From the records, pick out and copy each line containing "overflow".

Stored data entries
^^^^^^^^
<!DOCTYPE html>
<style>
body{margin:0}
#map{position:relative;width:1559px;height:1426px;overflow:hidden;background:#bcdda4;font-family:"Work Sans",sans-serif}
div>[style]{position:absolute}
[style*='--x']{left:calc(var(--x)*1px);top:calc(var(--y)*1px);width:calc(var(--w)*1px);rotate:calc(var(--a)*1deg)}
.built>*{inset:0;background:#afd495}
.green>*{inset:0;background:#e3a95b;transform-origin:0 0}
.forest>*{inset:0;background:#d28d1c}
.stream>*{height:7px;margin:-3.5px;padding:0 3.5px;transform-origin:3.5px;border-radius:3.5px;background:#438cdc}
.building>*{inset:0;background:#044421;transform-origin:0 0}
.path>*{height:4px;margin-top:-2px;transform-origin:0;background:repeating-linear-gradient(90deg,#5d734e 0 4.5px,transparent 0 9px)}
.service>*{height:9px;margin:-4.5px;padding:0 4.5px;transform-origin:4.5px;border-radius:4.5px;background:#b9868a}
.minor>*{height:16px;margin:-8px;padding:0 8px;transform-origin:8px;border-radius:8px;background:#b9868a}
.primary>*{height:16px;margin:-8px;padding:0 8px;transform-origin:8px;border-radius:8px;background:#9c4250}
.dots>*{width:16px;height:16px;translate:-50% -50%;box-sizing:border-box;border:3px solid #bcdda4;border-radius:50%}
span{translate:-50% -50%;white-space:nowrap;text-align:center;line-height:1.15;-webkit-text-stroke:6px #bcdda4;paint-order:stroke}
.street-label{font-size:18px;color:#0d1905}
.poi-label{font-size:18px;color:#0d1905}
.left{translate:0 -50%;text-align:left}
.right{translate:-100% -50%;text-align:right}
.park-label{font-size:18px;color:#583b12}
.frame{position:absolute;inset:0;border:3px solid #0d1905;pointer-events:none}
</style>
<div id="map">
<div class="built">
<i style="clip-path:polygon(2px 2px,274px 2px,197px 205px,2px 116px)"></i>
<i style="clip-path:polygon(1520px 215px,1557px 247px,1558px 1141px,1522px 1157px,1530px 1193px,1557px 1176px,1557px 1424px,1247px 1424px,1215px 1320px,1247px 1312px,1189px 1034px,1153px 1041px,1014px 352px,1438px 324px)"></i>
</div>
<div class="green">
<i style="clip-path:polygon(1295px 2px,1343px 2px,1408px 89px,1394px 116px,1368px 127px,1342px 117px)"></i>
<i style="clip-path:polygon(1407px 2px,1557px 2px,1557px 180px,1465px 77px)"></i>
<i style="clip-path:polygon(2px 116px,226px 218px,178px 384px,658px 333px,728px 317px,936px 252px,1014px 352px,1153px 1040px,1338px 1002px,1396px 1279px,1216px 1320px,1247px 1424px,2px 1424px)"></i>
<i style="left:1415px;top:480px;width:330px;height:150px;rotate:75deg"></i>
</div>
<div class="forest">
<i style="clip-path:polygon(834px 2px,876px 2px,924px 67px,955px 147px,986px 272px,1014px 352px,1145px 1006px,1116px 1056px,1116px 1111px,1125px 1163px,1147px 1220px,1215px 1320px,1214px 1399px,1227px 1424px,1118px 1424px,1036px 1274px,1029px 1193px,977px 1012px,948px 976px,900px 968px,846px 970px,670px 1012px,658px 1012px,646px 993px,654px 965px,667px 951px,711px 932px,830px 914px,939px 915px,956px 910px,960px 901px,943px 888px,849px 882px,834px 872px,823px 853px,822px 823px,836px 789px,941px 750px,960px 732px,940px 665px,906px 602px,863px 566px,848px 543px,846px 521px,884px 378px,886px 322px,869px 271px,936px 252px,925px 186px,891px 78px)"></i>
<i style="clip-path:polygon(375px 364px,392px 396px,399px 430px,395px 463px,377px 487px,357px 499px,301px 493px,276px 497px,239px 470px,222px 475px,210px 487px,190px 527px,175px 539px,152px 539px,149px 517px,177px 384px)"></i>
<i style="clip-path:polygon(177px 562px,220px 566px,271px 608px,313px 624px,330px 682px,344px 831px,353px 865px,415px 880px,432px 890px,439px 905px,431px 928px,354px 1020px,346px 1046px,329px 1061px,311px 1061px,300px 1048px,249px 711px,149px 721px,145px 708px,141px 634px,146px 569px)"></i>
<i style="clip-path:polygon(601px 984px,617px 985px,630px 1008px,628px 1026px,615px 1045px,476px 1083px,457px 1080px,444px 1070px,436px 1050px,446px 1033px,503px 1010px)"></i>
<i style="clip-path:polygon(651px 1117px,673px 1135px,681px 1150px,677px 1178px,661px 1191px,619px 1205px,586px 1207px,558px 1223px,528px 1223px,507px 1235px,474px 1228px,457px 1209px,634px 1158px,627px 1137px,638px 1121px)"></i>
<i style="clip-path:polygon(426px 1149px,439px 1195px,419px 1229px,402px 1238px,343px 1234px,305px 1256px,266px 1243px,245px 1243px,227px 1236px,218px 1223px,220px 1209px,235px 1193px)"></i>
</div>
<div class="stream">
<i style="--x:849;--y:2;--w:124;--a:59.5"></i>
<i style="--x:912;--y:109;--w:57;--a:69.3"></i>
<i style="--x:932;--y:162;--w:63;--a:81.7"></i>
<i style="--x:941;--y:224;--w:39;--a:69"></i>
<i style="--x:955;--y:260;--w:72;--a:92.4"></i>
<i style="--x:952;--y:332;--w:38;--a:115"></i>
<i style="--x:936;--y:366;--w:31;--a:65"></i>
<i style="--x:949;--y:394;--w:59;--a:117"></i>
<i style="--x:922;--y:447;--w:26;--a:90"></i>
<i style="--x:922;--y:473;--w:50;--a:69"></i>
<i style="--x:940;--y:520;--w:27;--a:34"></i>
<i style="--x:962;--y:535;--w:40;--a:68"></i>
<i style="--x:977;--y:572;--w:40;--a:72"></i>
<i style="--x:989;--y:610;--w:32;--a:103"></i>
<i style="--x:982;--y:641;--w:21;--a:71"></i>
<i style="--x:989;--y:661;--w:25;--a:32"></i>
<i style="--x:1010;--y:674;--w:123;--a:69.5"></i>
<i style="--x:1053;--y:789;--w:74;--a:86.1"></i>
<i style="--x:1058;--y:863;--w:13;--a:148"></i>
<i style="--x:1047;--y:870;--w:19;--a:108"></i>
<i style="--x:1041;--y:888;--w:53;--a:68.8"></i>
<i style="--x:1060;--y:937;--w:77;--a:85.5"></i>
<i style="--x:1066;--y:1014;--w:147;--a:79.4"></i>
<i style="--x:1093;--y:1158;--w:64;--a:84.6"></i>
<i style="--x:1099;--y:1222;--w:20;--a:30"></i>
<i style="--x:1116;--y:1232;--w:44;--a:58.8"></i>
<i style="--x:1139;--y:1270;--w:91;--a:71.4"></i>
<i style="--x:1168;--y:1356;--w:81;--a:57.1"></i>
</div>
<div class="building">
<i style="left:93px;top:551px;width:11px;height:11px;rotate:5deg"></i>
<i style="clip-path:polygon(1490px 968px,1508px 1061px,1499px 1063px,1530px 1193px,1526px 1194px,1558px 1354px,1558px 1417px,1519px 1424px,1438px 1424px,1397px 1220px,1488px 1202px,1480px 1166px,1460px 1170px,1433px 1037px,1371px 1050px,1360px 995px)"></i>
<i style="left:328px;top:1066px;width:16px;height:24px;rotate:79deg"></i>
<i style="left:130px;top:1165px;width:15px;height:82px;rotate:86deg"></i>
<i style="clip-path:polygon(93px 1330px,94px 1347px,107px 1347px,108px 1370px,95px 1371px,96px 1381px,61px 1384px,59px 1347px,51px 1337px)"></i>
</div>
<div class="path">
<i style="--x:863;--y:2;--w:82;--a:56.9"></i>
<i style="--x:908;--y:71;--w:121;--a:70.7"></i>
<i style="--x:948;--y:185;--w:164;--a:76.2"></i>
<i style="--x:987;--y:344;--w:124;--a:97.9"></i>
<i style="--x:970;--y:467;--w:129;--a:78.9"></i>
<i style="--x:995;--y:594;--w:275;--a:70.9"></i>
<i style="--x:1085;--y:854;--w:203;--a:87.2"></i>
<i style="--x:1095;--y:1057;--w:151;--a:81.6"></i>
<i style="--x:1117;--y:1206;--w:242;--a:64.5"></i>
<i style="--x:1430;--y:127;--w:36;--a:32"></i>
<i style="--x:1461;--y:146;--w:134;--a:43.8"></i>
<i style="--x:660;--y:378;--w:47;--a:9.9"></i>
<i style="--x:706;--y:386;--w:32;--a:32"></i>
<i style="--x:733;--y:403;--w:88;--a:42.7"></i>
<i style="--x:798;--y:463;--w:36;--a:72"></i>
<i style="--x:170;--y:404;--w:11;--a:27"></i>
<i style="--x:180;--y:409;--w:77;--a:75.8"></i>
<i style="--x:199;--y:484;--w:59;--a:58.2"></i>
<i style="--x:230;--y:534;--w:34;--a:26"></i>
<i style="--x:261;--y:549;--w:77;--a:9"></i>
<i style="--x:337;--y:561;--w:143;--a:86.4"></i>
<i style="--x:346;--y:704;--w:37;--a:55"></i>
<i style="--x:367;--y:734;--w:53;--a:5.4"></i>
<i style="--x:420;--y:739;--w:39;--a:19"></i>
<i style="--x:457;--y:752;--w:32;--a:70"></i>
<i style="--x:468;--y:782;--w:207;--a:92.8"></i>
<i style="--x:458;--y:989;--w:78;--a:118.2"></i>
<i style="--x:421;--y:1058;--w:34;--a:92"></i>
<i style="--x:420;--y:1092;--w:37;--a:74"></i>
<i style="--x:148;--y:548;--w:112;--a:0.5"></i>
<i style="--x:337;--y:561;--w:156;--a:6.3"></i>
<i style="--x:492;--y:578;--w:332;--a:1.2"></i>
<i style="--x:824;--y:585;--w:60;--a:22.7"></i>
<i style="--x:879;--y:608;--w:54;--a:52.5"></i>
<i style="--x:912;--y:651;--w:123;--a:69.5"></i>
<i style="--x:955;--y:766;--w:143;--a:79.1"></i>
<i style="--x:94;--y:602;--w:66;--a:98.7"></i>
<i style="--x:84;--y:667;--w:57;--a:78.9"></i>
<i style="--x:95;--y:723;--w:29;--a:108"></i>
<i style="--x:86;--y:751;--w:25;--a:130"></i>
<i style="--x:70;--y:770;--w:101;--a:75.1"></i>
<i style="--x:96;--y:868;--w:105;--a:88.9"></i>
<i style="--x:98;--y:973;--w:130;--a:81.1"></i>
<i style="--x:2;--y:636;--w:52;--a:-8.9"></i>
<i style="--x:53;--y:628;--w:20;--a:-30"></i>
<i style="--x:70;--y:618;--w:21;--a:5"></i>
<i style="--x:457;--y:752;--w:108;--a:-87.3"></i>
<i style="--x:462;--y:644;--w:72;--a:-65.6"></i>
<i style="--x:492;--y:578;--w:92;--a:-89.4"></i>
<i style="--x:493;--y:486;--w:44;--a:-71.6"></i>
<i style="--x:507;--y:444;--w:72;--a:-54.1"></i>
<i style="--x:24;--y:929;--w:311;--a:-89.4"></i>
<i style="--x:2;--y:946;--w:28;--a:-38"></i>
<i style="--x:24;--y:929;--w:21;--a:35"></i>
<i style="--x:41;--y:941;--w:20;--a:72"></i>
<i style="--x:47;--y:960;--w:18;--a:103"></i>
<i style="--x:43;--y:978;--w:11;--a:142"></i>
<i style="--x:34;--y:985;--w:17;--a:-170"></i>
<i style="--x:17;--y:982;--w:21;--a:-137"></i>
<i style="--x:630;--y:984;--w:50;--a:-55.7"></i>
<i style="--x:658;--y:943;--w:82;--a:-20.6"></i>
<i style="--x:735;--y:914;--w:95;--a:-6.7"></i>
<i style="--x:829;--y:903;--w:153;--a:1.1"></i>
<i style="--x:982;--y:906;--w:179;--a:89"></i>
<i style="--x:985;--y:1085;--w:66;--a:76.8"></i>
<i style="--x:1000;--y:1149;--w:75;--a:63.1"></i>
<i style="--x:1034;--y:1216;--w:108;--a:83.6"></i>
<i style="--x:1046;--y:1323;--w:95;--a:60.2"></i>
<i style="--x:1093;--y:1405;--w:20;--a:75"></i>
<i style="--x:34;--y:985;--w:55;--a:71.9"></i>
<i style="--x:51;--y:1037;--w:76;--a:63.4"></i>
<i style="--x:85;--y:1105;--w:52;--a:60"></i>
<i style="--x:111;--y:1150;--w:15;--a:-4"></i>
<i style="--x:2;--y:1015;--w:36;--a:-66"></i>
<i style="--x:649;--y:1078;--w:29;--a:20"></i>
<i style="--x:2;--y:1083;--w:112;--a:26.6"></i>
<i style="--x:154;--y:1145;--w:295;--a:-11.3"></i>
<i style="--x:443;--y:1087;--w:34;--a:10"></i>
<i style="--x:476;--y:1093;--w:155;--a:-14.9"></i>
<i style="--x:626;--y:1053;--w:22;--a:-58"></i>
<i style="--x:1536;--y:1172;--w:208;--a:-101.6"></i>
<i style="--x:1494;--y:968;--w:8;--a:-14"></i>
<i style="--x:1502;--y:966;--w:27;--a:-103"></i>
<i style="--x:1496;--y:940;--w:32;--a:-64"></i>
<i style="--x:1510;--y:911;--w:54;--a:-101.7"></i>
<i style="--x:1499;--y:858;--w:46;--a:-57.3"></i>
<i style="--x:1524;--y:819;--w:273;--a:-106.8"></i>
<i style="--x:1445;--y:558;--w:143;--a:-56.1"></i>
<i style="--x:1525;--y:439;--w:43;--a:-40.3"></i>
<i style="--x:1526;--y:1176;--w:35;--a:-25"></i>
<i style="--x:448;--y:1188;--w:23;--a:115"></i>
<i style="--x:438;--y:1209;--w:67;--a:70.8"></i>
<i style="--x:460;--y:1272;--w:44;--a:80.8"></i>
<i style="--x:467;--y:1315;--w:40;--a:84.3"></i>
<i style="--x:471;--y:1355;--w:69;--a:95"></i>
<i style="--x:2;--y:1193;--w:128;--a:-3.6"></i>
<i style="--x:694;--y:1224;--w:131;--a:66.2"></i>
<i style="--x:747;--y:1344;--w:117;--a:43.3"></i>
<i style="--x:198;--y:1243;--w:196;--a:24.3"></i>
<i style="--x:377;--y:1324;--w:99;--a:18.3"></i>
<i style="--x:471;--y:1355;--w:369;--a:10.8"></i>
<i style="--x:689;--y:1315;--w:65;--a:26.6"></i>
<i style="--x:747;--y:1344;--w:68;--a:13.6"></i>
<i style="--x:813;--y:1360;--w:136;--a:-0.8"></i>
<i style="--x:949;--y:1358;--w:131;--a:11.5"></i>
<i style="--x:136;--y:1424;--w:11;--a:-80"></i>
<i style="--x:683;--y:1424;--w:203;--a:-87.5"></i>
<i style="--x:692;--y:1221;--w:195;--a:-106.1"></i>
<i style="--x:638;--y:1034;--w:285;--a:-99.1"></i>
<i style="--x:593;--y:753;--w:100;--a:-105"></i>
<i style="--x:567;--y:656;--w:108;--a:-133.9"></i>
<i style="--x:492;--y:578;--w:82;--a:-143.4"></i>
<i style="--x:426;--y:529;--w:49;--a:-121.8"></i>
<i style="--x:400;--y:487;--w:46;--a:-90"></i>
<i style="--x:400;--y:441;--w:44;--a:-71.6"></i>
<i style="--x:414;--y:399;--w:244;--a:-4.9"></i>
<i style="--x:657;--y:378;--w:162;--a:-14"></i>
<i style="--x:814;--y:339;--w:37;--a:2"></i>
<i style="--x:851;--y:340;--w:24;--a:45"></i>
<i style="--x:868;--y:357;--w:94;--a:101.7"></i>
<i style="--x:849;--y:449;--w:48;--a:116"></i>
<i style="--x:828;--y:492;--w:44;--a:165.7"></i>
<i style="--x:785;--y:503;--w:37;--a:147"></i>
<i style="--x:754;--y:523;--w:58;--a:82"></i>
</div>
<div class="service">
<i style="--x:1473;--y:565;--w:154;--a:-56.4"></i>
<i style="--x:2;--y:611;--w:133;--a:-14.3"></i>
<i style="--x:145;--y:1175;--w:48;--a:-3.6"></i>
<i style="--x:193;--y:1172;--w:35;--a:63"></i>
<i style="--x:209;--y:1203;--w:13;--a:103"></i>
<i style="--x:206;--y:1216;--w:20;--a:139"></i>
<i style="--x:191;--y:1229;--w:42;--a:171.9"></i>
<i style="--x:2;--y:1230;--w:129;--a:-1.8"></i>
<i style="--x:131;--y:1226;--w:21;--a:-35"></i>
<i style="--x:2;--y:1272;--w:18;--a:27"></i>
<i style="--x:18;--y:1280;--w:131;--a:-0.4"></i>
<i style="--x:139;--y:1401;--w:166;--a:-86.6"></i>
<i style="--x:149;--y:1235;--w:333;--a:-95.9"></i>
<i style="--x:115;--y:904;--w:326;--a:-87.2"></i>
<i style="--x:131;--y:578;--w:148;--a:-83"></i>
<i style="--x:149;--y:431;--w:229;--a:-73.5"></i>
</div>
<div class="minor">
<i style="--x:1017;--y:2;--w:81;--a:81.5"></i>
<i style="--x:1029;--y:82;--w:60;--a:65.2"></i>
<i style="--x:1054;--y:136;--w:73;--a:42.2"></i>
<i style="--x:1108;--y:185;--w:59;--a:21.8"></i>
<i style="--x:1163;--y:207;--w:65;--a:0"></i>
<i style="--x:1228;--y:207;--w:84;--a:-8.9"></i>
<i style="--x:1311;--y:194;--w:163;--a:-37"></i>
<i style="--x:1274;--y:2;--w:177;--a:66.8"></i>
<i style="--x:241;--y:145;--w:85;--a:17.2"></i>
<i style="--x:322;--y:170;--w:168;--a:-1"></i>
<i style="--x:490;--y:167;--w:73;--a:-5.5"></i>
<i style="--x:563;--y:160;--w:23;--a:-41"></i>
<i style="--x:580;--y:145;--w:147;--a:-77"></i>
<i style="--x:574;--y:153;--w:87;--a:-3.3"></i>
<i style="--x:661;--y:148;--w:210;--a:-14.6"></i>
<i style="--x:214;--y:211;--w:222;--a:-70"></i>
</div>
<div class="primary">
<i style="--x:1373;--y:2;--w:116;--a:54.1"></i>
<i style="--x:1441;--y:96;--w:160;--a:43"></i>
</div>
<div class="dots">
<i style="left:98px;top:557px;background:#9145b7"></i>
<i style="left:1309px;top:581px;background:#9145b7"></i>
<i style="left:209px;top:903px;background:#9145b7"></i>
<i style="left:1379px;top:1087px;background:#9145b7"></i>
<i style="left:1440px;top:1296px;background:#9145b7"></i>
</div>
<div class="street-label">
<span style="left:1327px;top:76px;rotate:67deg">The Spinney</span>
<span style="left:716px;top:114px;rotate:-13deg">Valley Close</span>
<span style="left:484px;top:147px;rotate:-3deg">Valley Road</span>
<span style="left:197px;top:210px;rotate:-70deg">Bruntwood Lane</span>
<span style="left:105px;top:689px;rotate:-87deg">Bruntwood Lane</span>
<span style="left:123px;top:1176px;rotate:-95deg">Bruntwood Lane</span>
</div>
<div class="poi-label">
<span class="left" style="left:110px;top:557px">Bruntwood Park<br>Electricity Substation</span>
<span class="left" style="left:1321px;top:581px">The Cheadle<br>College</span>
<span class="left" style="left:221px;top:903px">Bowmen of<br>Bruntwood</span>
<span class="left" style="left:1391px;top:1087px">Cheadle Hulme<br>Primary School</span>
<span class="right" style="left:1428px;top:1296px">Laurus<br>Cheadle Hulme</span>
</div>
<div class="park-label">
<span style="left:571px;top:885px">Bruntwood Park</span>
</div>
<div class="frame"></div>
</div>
^^^^^^^^
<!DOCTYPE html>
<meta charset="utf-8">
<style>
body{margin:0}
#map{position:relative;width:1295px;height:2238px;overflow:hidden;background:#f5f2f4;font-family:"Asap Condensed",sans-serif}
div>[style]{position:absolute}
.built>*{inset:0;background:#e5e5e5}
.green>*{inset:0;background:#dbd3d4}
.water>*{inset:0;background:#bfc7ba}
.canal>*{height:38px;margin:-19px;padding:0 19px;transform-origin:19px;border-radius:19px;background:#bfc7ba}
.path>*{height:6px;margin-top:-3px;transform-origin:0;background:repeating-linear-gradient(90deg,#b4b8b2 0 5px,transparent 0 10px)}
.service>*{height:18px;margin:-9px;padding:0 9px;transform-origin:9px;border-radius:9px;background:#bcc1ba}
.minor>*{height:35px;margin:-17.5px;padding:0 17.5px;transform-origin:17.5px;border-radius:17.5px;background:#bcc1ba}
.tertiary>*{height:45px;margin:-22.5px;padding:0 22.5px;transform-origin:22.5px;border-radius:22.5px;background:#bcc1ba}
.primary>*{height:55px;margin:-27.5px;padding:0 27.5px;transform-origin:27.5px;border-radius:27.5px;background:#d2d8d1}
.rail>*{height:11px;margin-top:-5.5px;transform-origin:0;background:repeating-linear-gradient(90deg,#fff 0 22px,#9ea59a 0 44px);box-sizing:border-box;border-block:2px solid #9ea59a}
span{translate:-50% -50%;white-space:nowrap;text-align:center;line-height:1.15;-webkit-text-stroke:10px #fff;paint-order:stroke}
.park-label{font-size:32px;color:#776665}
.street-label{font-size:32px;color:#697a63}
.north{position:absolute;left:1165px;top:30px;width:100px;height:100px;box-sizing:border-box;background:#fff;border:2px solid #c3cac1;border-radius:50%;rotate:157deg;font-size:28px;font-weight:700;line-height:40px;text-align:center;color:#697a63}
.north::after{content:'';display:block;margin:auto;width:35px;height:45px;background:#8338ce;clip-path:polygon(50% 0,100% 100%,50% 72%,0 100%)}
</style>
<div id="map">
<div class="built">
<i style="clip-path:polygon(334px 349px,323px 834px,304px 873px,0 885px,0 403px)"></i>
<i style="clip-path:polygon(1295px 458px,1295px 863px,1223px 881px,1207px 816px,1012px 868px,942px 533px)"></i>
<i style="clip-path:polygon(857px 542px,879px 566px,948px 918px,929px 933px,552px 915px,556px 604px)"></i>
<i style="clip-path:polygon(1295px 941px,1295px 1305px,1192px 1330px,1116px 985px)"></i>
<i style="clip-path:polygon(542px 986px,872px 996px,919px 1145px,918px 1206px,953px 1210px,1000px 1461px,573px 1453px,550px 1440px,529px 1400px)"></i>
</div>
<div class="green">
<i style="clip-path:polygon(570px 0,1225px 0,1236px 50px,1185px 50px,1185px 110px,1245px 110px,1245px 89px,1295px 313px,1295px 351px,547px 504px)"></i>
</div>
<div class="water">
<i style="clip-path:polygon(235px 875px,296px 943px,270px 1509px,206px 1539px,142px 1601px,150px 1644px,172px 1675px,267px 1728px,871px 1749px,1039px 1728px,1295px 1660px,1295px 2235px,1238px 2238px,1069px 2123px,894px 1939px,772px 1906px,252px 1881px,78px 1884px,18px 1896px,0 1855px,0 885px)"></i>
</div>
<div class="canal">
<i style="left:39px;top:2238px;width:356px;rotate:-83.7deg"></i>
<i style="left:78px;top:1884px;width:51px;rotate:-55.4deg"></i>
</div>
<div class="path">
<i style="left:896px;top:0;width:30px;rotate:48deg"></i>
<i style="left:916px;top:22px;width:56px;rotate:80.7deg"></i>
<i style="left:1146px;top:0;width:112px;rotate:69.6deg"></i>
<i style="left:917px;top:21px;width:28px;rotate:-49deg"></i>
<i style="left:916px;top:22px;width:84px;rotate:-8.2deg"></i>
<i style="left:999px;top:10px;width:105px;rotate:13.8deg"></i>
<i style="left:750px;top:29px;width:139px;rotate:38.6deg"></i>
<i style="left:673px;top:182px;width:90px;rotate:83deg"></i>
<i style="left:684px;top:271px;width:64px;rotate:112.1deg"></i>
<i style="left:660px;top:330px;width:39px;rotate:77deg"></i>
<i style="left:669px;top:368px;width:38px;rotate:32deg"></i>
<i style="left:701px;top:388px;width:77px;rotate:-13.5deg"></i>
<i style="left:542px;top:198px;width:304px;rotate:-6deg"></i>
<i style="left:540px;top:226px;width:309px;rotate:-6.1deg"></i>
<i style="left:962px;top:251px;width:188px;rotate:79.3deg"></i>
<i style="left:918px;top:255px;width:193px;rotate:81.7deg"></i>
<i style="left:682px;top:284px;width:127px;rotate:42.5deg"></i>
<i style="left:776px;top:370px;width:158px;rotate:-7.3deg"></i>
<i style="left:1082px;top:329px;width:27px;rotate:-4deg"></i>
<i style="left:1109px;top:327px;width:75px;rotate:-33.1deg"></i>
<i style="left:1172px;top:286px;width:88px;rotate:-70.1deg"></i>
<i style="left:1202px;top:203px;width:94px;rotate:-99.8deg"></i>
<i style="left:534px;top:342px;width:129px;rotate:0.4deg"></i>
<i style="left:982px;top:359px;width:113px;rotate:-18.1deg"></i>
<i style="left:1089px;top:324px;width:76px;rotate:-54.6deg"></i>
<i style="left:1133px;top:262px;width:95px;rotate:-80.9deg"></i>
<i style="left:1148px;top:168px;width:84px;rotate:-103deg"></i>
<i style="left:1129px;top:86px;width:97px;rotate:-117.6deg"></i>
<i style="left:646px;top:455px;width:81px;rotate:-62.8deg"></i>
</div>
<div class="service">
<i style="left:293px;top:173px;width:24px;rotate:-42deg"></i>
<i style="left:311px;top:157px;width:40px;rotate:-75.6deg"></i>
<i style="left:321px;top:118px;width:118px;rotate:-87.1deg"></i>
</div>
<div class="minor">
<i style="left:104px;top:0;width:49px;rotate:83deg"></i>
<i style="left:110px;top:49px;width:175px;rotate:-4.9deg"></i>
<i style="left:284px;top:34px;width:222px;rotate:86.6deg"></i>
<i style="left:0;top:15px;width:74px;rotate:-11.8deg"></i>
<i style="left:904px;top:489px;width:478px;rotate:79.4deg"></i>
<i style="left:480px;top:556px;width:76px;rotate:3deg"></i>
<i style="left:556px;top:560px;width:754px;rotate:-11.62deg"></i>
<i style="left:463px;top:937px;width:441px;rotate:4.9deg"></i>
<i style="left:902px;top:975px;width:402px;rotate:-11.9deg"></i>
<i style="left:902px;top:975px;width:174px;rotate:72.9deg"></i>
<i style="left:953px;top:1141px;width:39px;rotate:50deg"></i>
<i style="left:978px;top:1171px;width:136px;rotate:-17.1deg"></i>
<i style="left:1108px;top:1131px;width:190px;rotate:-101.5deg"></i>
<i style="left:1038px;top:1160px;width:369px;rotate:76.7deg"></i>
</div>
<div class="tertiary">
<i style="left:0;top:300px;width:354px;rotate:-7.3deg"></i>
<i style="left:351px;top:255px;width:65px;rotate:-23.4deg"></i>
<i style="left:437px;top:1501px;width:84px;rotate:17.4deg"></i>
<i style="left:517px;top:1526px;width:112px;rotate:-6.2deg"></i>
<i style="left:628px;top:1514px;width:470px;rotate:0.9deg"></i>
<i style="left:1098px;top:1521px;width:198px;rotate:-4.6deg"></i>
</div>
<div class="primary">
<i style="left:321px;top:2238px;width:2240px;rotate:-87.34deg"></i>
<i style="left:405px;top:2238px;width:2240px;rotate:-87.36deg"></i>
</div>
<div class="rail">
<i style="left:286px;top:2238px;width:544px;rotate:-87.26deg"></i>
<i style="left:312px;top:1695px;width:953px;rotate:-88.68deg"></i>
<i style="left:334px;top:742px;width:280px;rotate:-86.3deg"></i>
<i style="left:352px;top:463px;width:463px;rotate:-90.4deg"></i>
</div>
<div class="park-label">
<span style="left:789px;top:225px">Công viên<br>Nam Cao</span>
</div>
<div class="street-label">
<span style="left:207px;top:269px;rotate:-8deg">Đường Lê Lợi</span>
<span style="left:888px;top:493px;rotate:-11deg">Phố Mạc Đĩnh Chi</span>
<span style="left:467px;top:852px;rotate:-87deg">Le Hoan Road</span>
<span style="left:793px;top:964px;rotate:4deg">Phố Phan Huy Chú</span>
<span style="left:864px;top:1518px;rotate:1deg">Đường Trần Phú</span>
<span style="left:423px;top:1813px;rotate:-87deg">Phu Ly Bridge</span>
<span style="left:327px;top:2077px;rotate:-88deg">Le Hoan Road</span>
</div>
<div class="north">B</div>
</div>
^^^^^^^^
* _Written answer_
#map{position:relative;width:1559px;height:1426px;overflow:hidden;background:#bcdda4;font-family:"Work Sans",sans-serif}
#map{position:relative;width:1295px;height:2238px;overflow:hidden;background:#f5f2f4;font-family:"Asap Condensed",sans-serif}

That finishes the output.